▶ [What to do] Across all the entries, how many lines hold "bridge"? Answer with that number and nothing else.

Stored data

================

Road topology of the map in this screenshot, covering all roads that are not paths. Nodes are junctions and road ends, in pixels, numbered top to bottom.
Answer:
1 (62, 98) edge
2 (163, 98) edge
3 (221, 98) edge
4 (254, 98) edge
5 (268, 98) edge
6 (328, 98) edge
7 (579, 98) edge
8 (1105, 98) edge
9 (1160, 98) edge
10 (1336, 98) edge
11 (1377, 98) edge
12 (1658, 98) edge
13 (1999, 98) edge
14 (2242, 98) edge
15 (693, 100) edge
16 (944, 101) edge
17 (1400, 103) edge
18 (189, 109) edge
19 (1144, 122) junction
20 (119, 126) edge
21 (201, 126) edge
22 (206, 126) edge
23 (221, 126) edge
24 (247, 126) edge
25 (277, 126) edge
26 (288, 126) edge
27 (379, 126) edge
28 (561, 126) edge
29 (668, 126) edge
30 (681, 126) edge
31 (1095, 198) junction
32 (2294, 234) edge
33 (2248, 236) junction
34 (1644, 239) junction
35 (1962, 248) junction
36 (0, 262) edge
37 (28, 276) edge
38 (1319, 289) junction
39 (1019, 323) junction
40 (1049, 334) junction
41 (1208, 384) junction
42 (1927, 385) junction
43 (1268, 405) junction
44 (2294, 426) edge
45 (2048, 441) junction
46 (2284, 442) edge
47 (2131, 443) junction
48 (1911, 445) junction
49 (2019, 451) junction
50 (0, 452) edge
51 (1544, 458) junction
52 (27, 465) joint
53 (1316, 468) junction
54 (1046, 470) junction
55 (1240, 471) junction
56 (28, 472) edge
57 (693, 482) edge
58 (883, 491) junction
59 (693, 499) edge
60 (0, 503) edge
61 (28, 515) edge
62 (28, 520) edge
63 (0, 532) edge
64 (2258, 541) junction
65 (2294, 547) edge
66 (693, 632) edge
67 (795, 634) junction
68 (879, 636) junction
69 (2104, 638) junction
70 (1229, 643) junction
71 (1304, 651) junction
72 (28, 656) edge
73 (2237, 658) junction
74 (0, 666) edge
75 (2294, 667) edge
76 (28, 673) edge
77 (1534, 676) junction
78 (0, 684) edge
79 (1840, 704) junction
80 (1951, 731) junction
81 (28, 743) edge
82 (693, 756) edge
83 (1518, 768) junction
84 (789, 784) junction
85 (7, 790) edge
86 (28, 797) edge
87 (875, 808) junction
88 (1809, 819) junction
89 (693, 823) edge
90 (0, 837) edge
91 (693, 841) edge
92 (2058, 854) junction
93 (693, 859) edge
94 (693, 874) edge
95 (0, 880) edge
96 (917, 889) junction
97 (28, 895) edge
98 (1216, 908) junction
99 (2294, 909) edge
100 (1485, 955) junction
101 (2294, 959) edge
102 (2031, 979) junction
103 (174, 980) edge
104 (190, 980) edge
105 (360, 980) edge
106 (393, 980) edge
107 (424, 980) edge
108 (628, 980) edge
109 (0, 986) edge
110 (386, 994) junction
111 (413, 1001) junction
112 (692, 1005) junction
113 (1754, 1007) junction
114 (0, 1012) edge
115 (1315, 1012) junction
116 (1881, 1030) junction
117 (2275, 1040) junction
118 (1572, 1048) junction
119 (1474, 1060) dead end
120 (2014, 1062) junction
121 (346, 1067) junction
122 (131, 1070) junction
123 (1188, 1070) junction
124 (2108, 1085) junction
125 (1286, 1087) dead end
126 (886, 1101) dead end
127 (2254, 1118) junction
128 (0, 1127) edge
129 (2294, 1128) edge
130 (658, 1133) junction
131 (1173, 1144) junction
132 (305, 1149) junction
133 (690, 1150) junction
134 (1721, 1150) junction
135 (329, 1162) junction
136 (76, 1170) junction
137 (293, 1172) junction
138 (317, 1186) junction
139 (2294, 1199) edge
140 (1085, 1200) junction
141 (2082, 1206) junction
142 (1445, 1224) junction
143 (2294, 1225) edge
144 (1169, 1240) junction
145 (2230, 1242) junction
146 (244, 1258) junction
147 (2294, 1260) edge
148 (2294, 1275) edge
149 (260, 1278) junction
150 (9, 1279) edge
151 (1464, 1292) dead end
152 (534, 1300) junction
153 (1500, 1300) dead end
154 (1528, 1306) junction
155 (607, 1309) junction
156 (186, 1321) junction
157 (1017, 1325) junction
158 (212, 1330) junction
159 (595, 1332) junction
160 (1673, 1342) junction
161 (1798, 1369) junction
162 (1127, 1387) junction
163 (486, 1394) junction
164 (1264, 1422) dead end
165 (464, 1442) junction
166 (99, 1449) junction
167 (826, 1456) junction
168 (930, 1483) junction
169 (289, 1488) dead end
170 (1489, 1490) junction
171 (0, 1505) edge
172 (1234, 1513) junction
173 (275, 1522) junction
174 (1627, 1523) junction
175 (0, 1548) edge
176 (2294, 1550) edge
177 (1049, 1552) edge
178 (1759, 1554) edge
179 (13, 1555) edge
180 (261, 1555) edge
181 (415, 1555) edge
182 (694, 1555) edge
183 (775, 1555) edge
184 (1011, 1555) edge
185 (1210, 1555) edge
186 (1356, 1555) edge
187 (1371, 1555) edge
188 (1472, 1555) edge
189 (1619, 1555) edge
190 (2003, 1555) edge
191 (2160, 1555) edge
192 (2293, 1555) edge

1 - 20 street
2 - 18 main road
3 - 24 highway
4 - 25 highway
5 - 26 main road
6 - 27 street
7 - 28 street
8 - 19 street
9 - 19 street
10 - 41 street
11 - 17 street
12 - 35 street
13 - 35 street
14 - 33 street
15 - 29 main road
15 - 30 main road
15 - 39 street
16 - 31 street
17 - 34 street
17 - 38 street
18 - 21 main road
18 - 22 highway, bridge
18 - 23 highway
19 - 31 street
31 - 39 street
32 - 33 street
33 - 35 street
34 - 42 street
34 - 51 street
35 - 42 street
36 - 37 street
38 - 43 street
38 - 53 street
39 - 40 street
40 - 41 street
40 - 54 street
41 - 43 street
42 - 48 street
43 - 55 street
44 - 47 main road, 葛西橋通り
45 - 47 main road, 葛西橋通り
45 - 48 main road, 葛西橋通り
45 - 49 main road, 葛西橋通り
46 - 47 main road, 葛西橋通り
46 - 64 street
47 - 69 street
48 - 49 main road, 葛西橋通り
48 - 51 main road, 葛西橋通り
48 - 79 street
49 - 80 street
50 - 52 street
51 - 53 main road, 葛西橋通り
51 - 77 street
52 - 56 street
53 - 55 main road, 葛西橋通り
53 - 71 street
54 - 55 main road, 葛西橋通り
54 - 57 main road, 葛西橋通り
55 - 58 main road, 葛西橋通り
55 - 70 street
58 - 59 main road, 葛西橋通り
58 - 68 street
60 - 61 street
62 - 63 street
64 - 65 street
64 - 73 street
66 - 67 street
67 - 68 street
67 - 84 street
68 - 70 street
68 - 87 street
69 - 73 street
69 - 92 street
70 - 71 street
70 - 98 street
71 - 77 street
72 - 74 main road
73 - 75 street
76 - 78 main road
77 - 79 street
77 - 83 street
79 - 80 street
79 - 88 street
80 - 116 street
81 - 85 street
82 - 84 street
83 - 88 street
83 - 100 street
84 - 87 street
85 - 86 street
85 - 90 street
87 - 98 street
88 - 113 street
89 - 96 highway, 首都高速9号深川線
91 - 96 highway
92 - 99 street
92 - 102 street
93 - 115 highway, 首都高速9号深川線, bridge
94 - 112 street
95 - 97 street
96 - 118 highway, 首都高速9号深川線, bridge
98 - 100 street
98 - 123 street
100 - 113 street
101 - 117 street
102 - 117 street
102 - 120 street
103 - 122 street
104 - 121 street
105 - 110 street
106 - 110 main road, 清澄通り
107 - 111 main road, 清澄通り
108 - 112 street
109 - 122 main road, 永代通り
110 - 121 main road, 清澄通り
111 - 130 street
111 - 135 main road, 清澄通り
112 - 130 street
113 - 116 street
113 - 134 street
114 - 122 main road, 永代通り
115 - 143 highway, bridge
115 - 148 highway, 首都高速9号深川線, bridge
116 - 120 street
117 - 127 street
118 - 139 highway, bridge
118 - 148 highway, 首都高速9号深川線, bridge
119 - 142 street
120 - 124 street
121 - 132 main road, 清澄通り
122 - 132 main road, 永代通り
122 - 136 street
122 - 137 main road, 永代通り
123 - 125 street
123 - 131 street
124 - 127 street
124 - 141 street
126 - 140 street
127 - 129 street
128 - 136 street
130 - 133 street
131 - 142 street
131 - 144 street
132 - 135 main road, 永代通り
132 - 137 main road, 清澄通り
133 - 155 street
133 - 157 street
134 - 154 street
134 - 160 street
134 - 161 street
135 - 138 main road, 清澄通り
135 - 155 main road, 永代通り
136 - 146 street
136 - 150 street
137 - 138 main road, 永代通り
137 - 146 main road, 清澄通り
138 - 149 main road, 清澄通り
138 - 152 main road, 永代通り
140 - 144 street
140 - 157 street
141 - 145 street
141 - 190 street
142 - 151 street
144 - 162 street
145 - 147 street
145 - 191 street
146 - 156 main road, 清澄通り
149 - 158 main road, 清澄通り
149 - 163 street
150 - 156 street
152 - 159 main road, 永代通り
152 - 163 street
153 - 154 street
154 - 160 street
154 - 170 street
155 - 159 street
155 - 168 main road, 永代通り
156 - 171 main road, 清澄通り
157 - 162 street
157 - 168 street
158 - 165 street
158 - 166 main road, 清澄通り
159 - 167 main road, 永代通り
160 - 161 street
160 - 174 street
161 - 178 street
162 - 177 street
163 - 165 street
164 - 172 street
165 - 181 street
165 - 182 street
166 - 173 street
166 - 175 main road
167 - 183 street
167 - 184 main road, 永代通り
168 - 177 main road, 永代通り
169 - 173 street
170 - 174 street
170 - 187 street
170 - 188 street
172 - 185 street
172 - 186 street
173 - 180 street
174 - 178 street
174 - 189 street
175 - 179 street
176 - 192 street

================

▶ [Your solution] 7